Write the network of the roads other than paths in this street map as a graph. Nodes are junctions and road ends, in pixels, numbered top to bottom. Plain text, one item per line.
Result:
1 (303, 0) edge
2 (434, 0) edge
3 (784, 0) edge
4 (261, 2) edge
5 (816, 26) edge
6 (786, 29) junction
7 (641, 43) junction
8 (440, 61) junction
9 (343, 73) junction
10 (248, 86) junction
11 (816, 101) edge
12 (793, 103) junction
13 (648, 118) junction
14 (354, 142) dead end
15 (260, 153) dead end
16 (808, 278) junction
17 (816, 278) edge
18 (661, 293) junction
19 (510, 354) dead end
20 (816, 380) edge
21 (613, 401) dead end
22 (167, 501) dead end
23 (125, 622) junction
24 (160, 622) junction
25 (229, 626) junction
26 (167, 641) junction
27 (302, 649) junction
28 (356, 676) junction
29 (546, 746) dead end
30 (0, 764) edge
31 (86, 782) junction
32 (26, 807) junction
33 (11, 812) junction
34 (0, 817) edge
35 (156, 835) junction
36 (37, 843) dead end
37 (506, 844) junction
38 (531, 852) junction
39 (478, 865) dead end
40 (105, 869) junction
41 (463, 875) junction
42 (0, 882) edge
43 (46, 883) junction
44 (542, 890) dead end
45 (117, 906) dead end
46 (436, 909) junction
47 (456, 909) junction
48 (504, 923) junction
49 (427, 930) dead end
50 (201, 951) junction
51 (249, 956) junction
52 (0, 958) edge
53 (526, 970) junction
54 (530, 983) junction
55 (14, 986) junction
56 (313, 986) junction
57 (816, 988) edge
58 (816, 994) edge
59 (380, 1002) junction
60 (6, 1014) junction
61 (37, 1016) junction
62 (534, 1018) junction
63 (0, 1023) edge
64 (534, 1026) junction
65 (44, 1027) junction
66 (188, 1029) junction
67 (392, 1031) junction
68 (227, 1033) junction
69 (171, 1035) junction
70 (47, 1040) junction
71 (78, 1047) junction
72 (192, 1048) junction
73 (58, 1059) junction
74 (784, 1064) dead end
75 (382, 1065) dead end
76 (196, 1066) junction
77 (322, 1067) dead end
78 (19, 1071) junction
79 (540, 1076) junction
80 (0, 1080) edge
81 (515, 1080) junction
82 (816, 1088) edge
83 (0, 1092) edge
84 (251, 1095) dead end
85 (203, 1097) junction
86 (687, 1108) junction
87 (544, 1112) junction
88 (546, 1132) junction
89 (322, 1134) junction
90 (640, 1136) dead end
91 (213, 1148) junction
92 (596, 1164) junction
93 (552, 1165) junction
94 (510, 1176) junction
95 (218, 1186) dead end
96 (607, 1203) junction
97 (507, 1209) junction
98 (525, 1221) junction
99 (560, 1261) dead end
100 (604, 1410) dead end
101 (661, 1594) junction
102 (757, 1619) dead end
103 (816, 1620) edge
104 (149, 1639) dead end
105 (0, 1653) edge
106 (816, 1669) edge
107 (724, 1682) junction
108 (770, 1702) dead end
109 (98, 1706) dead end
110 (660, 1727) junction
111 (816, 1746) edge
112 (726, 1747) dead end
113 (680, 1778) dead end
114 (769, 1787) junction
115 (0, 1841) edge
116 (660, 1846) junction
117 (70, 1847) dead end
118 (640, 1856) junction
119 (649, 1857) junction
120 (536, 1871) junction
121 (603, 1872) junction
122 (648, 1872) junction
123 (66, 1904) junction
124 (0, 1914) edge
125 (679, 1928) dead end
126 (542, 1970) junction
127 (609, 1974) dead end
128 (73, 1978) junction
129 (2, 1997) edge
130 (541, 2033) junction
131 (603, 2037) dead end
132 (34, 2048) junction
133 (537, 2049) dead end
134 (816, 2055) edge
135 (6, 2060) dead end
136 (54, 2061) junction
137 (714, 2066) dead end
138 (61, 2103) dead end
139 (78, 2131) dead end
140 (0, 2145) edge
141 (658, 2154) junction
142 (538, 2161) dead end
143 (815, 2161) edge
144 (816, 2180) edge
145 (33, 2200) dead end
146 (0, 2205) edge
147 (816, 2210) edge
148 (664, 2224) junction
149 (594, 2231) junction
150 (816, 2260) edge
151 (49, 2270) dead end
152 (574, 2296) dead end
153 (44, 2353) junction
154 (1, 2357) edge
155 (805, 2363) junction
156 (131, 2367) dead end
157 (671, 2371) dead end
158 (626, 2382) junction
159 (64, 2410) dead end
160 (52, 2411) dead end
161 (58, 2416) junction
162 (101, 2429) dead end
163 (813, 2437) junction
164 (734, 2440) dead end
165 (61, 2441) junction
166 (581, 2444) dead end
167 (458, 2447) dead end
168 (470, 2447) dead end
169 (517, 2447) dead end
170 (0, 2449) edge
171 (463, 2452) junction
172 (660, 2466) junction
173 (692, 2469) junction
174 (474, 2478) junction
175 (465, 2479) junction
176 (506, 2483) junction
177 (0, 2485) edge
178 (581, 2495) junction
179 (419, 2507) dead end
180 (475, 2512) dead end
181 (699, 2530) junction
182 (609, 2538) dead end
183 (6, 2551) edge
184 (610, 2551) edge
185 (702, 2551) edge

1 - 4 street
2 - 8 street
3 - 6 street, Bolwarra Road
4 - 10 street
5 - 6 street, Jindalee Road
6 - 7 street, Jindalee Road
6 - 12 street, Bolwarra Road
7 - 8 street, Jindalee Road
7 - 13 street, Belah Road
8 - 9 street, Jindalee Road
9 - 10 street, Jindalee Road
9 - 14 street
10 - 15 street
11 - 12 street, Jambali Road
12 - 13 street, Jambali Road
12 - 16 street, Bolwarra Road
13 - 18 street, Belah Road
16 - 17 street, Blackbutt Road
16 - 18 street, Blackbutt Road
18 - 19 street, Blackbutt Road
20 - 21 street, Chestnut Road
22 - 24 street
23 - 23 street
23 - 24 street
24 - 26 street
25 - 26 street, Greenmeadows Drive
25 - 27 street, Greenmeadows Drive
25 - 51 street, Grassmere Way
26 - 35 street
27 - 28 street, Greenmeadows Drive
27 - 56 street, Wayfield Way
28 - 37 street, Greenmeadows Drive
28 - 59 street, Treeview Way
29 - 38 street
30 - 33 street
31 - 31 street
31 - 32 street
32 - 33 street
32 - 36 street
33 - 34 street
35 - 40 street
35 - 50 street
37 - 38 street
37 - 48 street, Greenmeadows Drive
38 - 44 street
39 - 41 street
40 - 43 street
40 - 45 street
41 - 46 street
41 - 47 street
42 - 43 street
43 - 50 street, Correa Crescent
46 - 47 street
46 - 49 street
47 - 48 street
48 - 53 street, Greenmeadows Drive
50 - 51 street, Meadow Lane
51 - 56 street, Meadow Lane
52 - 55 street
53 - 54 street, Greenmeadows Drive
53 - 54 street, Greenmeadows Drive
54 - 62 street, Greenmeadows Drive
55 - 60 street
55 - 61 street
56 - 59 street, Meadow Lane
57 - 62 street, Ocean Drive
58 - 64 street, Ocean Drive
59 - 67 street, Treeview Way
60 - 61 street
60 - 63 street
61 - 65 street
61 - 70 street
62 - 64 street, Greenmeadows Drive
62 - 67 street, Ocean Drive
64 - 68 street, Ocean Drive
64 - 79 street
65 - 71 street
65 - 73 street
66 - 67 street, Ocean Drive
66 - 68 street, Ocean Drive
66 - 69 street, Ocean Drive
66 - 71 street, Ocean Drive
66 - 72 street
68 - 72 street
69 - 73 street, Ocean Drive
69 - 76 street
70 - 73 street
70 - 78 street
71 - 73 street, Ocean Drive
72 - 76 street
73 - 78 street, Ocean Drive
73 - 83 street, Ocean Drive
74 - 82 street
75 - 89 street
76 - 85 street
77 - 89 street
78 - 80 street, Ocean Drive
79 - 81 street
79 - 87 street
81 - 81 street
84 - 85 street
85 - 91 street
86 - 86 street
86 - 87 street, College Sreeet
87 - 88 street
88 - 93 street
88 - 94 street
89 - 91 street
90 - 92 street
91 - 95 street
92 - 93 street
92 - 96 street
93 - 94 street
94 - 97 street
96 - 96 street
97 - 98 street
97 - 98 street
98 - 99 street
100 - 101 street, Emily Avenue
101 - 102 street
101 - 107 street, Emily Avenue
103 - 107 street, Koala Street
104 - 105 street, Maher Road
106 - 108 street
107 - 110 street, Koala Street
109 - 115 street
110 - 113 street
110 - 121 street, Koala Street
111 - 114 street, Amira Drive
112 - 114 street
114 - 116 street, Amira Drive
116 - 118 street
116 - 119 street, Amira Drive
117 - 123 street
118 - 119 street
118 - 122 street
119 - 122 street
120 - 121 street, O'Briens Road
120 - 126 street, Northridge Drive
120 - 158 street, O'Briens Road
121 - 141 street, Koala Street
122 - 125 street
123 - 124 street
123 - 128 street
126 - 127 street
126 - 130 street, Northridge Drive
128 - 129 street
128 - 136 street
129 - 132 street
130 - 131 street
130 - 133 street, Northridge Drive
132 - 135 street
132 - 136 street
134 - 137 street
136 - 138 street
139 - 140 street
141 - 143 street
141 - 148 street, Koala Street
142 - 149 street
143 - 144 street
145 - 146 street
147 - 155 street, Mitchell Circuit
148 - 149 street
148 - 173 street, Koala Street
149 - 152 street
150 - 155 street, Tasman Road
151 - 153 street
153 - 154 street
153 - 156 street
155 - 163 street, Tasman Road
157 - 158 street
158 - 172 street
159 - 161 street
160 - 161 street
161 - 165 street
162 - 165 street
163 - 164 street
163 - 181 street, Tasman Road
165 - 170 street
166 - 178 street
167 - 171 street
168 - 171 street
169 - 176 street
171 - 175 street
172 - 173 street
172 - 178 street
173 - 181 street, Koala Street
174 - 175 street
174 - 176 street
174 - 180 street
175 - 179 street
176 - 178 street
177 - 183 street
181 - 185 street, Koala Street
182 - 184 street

::::::::

_TASK STATEMENT:_ For the listing above, state how many lines hold the string "Avenue", giving the number alone.

_REPLY TO THE TASK:_ 2